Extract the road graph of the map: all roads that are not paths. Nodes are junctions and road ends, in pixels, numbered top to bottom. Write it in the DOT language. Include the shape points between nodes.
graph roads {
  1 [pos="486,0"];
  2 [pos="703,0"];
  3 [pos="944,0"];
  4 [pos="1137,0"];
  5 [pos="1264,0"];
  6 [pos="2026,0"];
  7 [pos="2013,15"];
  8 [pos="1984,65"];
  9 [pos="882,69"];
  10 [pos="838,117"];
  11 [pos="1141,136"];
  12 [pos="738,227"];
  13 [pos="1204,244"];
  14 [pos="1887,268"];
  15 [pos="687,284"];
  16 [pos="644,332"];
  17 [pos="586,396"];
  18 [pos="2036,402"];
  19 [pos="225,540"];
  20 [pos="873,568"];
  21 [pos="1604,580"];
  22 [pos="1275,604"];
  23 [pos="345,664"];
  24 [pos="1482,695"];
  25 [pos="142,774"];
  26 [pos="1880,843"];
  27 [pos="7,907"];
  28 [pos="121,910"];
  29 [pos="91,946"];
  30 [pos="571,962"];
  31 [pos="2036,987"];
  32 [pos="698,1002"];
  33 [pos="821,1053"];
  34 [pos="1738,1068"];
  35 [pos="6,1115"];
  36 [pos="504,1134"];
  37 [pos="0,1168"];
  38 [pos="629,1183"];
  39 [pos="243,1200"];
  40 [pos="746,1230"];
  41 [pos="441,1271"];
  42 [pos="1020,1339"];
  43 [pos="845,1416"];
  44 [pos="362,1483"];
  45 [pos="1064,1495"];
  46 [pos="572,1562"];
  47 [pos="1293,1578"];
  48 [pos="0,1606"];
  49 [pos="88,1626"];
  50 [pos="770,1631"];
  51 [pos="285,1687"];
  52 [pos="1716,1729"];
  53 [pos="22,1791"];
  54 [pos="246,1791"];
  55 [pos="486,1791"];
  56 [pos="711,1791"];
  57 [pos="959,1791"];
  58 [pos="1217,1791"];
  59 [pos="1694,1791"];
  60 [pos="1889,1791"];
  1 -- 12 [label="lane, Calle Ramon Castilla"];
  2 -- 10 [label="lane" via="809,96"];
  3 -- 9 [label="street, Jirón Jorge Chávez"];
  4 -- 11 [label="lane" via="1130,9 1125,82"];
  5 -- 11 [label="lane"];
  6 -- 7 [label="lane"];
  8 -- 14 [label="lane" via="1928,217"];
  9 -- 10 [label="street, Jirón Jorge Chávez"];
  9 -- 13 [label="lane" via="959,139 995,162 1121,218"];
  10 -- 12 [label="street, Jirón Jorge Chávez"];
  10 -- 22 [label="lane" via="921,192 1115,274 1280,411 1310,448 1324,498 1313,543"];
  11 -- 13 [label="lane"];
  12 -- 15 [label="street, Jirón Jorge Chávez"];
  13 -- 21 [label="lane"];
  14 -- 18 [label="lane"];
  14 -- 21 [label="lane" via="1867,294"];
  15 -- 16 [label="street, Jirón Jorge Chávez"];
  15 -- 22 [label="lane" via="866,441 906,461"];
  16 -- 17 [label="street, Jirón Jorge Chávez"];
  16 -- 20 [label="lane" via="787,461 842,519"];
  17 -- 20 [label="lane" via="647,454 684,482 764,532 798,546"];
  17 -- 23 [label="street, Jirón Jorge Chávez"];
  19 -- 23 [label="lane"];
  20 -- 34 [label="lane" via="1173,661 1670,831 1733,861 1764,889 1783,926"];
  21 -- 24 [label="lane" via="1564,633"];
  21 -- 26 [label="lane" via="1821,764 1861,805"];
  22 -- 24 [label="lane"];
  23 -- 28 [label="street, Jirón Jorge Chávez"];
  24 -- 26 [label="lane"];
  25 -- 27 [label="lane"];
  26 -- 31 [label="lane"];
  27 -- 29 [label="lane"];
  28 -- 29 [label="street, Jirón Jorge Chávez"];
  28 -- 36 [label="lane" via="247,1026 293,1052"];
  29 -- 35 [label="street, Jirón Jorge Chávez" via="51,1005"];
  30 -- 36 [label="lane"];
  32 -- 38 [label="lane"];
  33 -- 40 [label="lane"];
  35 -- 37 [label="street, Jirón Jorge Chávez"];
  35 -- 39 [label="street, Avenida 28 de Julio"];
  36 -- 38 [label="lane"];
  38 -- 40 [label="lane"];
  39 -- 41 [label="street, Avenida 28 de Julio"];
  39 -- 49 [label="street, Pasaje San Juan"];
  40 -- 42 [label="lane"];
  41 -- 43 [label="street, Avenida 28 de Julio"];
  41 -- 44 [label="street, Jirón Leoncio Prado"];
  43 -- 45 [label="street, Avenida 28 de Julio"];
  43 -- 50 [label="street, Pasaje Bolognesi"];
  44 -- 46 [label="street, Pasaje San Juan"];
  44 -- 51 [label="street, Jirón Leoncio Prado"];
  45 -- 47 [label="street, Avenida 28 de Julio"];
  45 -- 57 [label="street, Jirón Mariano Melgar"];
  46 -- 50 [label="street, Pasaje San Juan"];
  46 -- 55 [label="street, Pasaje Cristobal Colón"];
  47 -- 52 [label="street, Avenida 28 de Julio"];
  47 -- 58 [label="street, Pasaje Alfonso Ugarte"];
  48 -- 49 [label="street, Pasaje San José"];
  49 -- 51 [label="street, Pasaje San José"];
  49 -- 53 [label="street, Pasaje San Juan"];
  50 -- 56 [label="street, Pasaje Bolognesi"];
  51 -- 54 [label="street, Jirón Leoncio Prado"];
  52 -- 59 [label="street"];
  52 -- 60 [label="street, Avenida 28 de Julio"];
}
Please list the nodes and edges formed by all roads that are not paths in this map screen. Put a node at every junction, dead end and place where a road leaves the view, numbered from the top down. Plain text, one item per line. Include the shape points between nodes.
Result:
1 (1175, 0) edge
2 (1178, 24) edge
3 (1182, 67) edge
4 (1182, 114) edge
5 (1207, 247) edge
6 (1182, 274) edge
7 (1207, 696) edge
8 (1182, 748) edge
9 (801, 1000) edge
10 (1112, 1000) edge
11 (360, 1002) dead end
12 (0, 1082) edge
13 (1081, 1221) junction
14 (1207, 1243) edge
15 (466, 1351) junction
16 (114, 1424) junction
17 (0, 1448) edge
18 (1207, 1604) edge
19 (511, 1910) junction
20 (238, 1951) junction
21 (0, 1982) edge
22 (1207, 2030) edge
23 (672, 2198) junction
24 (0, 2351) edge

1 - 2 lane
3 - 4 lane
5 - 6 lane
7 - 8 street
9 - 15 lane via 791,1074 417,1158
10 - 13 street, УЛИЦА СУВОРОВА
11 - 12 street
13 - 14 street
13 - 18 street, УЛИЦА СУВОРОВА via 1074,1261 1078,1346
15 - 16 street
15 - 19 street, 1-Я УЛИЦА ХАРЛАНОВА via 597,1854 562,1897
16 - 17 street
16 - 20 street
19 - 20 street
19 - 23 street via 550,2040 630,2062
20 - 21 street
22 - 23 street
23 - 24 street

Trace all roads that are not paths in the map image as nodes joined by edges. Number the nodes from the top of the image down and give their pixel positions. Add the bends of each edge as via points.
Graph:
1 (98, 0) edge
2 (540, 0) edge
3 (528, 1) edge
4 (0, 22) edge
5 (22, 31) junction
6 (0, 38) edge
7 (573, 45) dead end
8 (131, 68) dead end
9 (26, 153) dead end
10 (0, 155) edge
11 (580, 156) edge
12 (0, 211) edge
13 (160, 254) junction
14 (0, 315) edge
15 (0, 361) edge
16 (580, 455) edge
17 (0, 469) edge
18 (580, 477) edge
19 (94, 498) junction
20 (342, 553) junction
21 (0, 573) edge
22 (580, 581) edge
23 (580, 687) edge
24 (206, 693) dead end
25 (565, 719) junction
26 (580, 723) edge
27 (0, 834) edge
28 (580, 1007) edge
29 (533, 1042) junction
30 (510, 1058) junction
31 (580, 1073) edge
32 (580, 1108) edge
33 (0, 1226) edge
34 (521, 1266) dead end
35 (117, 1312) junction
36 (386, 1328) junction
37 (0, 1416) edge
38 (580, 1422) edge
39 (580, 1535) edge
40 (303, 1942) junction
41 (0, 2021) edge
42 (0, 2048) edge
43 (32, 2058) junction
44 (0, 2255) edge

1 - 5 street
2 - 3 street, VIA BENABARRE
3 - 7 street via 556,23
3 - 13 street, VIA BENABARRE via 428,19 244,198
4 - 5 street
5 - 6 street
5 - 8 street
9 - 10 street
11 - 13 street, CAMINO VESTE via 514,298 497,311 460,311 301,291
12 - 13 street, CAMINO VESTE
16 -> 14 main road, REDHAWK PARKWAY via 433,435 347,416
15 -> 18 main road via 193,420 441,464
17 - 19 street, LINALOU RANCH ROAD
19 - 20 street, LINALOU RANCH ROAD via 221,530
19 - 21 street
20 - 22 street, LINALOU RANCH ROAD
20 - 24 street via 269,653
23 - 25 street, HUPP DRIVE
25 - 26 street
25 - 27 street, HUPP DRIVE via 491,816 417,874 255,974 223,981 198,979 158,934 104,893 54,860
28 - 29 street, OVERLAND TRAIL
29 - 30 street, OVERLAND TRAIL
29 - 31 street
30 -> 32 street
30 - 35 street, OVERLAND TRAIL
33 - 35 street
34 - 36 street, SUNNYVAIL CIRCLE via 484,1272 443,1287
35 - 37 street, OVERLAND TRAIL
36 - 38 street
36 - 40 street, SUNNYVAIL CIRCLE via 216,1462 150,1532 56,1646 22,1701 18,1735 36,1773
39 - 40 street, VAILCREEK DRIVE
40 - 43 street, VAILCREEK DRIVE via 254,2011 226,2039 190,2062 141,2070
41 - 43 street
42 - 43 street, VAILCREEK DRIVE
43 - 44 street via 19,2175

WHAT IS EXPECTED »
Reply with nothing but the number of lines in the entries above that hold the string "Leoncio".

THE ANSWER »
3